| name | firebase-vertex-ai |
| description | Execute firebase platform expert with Vertex AI Gemini integration for Authentication, Firestore, Storage, Functions, Hosting, and AI-powered features. Use when asked to "setup firebase", "deploy to firebase", or "integrate vertex ai with firebase". Trigger with relevant phrases based on skill purpose.
|
| allowed-tools | Read, Write, Edit, Grep, Glob, Bash(cmd:*) |
| version | 2.23.0 |
| author | Jeremy Longshore <jeremy@intentsolutions.io> |
| license | MIT |
| tags | ["community","deployment","authentication"] |
| compatibility | Designed for Claude Code, also compatible with Codex and OpenClaw |
Firebase Vertex AI
Operate Firebase projects end-to-end (Auth, Firestore, Functions, Hosting) and integrate Gemini/Vertex AI safely for AI-powered features.
Overview
Use this skill to design, implement, and deploy Firebase applications that call Vertex AI/Gemini from Cloud Functions (or other GCP services) with secure secrets handling, least-privilege IAM, and production-ready observability.
Prerequisites
- Node.js runtime and Firebase CLI access for the target project
- A Firebase project (billing enabled for Functions/Vertex AI as needed)

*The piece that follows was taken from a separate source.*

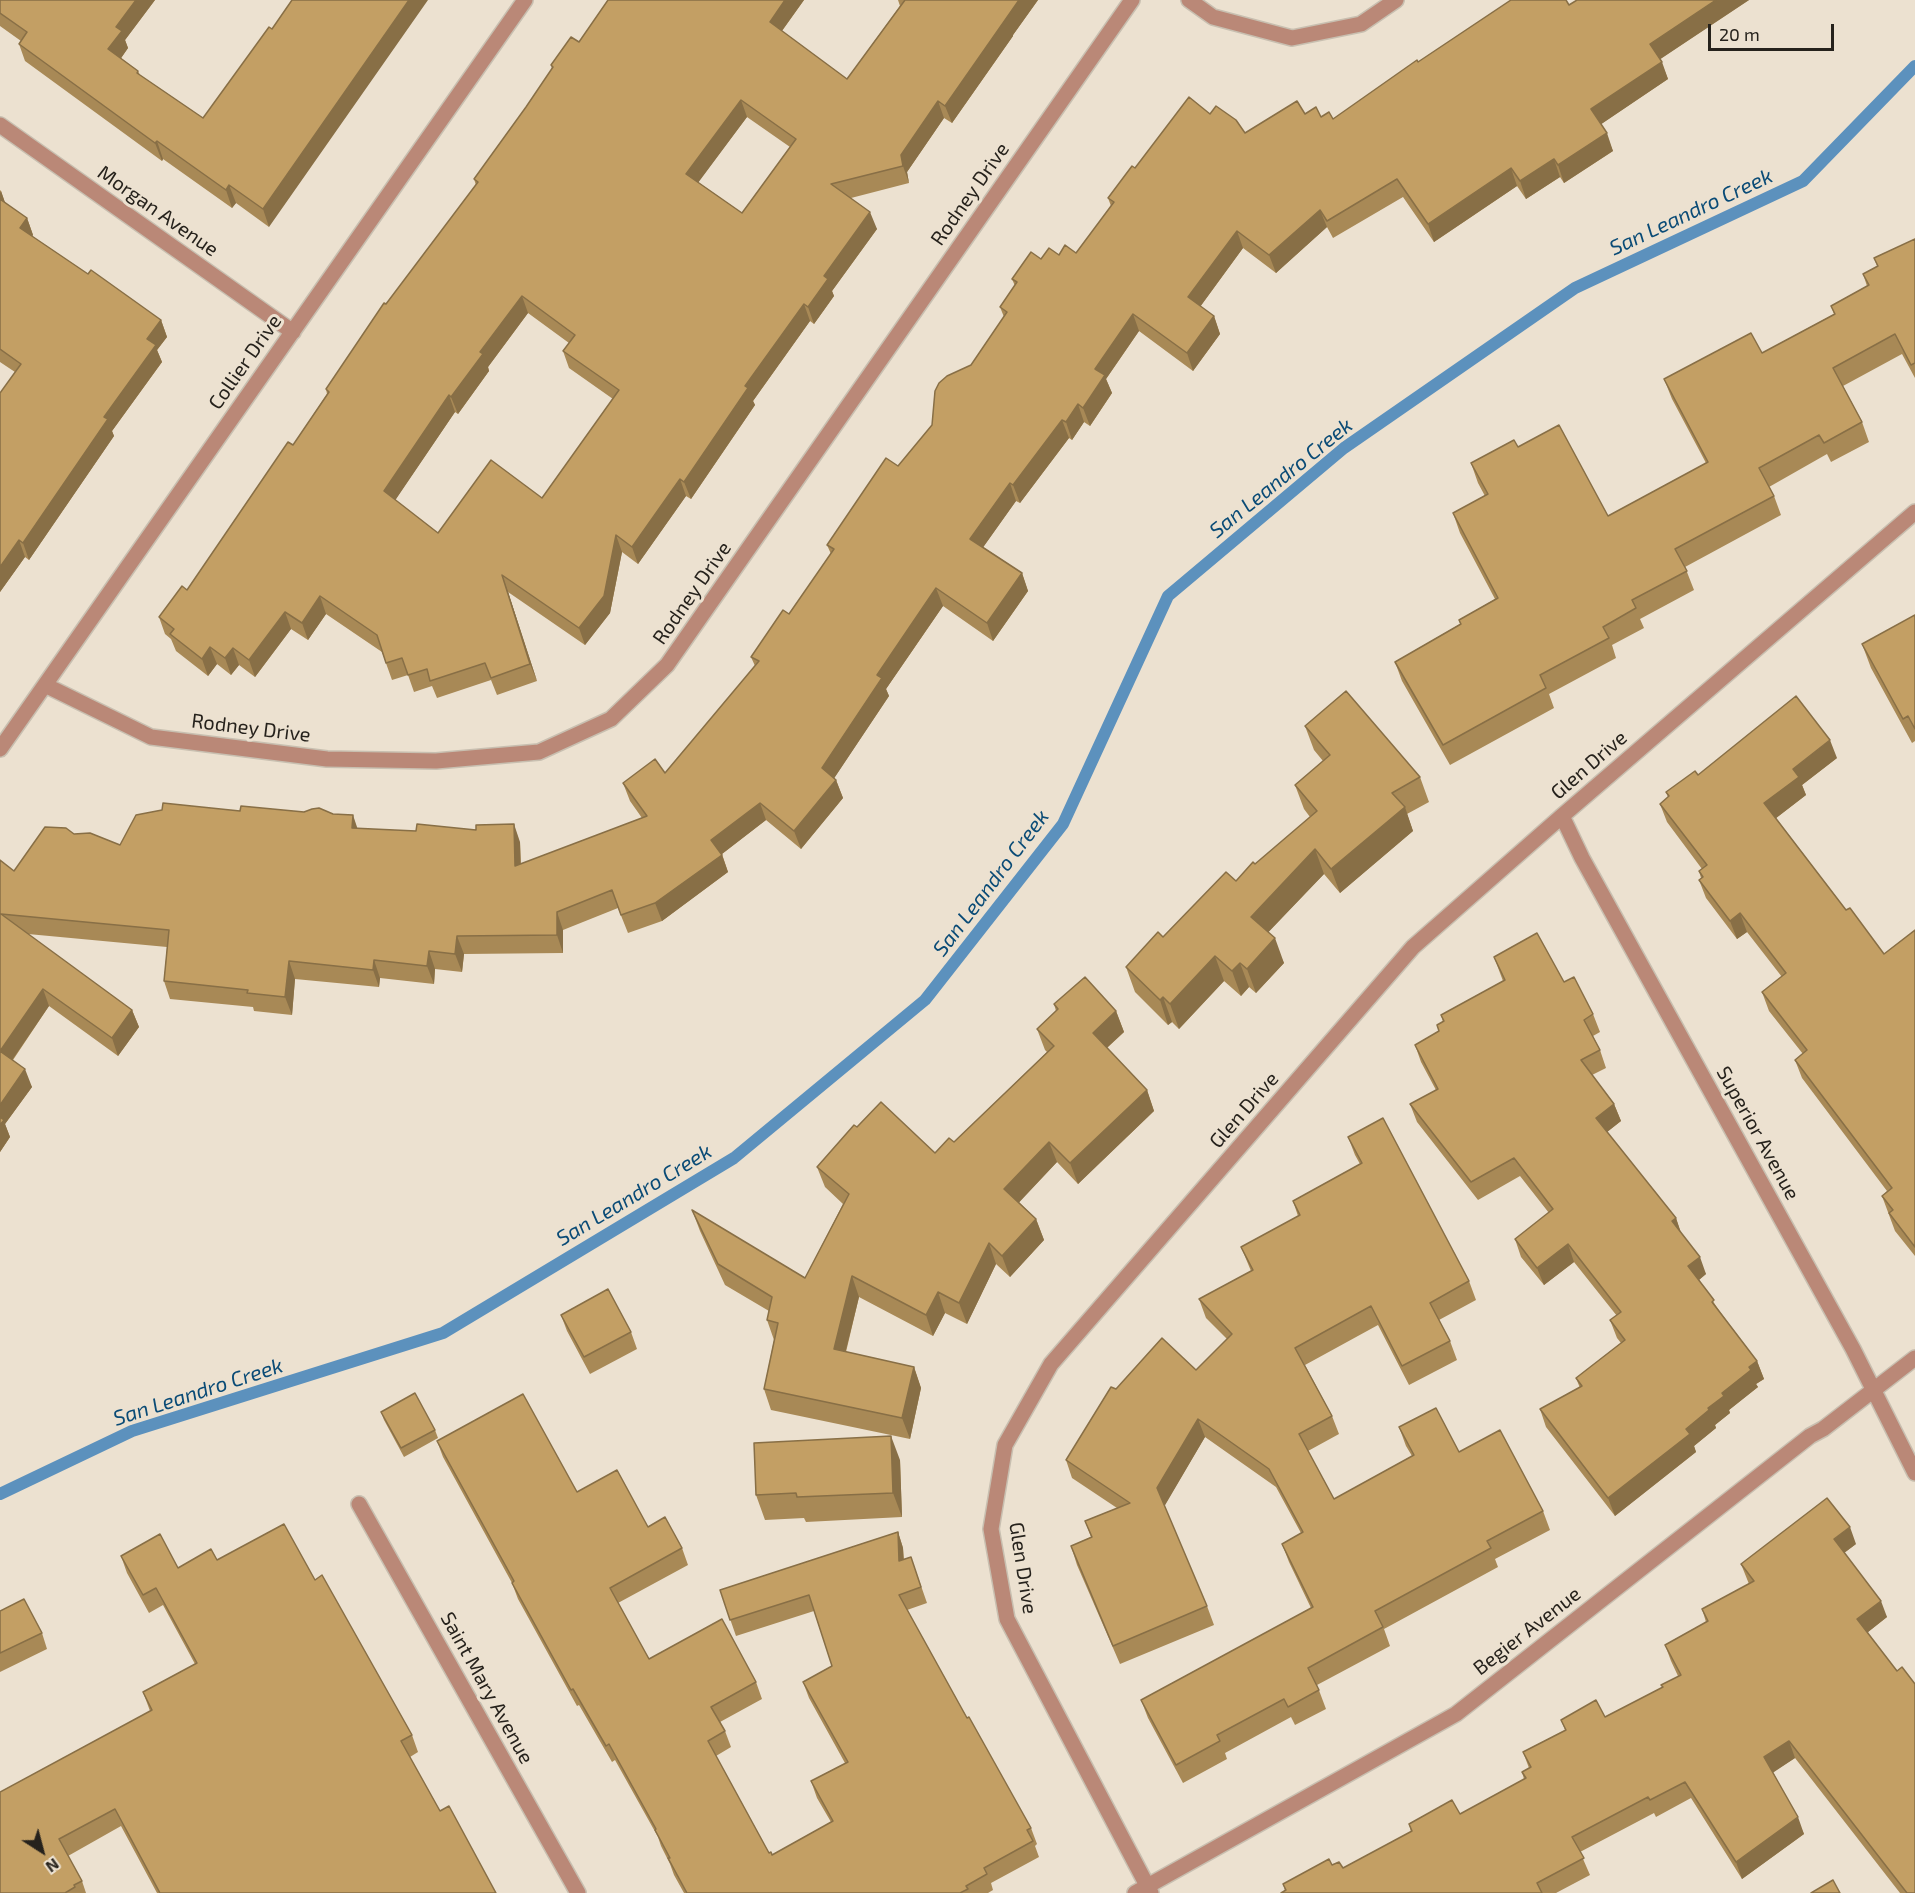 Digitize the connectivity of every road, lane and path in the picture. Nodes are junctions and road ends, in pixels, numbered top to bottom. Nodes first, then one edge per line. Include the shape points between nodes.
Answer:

- Vertex AI API enabled and permissions to call Gemini/Vertex AI from your backend
- Secrets managed via env vars or Secret Manager (never in client code)
Instructions
- Initialize Firebase (or validate an existing repo): Hosting/Functions/Firestore as required.
- Implement backend integration:
- add a Cloud Function/HTTP endpoint that calls Gemini/Vertex AI
- validate inputs and return structured responses
- Configure data and security:
- Firestore rules + indexes
- Storage rules (if applicable)
- Auth providers and authorization checks
- Deploy and verify:
- deploy Functions/Hosting
- run smoke tests against deployed endpoints
- Add ops guardrails:
- logging/metrics
- alerting for error spikes
- basic cost controls (budgets/quotas) where appropriate
Output
- A deployable Firebase project structure (configs + Functions/Hosting as needed)

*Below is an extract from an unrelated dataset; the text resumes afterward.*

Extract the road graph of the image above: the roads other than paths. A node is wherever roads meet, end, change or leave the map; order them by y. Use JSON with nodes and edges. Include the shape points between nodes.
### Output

- Secure backend code that calls Gemini/Vertex AI (with secrets handled correctly)
- Firestore/Storage rules and index guidance
- A verification checklist (local + deployed) and CI-ready commands
Error Handling
- Auth failures: identify the principal and missing permission/role; fix with least privilege.

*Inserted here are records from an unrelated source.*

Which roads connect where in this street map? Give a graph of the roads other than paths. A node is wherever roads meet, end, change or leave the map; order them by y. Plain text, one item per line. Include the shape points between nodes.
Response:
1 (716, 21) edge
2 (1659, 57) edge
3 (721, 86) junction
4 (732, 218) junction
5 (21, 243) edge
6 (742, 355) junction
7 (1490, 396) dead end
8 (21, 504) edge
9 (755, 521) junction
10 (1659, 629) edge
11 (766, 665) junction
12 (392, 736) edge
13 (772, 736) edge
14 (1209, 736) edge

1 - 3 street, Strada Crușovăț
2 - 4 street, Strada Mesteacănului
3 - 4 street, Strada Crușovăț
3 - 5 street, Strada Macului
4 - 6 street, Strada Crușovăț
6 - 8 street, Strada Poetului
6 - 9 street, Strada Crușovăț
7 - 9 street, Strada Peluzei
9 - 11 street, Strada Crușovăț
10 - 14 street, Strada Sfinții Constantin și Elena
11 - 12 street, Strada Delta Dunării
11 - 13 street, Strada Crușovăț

- Billing/API issues: detect which API or quota is blocking and provide remediation steps.
- Firestore rule/index problems: provide minimal repro queries and rule fixes.
- Vertex AI call failures: surface model/region mismatches and add retries/backoff for transient errors.
Examples
Example: Gemini-backed chat API on Firebase
- Request: “Deploy Hosting + a Function that powers a Gemini chat endpoint.”
- Result:
/api/chat function, Secret Manager wiring, and smoke tests.